O Tribunal de Contas afirma ainda que “o risco acrescido ligado ao desrespeito por princípios fundamentais contrasta com a reduzida utilização do regime e a consequente falta de impacto para a consecução dos objetivos pretendidos”, o estímulo da economia e acelerar o uso de fundos europeus.

O diploma acerca deste assunto estabelece medidas especiais de contratação pública para projetos financiados ou cofinanciados por fundos europeus, de habitação e descentralização, de tecnologias de informação e conhecimento, de saúde e apoio social, de execução do Programa de Estabilização Económica e Social (PEES) e do Plano de Recuperação e Resiliência (PRR), de gestão de combustíveis no âmbito do Sistema de Gestão Integrada de Fogos Rurais (SGIFR) e de bens agroalimentares.

A lei altera ainda o Código dos Contratos Públicos, o Código de Processo nos Tribunais Administrativos e o regime jurídico aplicável à constituição, estrutura orgânica e funcionamento das centrais de compras.

As medidas especiais de contratação pública e as alterações ao Código dos Contratos Públicos “só se aplicam aos procedimentos de formação de contratos públicos que se iniciem após a sua data de entrada em vigor, bem como aos contratos que resultem desses procedimentos”, estabelece a lei.

Esta lei foi promulgada em 7 de maio pelo Presidente da República, Marcelo Rebelo de Sousa, tendo em conta as alterações introduzidas no parlamento na sequência do seu veto de dezembro.

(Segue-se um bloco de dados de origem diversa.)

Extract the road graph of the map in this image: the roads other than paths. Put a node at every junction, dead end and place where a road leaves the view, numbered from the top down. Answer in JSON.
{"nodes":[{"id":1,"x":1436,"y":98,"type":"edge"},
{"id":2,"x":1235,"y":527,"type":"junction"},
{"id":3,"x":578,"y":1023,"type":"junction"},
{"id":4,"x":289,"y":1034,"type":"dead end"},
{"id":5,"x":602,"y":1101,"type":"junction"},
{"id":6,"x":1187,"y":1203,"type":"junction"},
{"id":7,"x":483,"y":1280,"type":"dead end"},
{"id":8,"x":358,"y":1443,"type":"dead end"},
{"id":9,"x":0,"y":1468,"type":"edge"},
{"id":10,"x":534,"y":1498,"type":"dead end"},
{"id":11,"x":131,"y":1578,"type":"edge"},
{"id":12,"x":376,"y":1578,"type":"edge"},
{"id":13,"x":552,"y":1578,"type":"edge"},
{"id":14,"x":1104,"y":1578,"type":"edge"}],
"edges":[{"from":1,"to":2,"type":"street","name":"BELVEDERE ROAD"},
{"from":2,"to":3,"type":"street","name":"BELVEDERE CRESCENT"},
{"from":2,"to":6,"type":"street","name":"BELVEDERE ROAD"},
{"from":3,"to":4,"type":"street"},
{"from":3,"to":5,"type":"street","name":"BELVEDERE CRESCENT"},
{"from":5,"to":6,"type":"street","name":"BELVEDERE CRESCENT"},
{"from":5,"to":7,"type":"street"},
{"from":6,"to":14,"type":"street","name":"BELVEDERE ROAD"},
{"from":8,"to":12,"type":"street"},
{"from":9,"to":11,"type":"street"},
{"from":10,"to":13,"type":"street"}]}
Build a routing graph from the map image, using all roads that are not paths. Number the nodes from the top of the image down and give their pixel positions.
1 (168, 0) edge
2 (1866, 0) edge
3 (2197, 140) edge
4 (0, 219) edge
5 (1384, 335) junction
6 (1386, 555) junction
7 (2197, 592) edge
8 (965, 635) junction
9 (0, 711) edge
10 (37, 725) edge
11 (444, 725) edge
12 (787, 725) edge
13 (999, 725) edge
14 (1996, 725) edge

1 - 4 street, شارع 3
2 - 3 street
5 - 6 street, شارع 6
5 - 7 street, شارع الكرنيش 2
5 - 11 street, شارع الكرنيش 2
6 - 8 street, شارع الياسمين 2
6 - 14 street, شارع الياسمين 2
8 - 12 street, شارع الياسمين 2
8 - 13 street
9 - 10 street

Segundo uma nota publicada no sítio oficial da Presidência da República na Internet, Marcelo Rebelo de Sousa promulgou este decreto “atendendo às alterações introduzidas, decorrentes do solicitado ao parlamento, ainda que, nalguns domínios, tímidas, e apesar de prever um aumento de despesa, de montante bem determinado, não previsto no Orçamento do Estado para 2021, mas considerando que o diploma teve o voto favorável do partido do Governo e dada a urgência de entrada em vigor desta lei”.

Este decreto foi aprovado pela Assembleia da República em 15 de abril, com votos favoráveis da bancada socialista, abstenções do PSD, do Chega e da deputada não inscrita Cristina Rodrigues e votos contra das restantes bancadas e deputados.

O chefe de Estado tinha vetado em 5 de dezembro do ano passado uma primeira versão deste decreto e justificou essa decisão com a exigência de um maior controlo da legalidade como contrapartida para uma maior simplificação.

Na altura, foi aprovado na Assembleia da República apenas com votos a favor do PS e abstenção do PSD.

Na base deste decreto esteve uma proposta de lei do Governo, que considerou esta legislação essencial para agilizar o processo de execução dos fundos europeus nos próximos anos.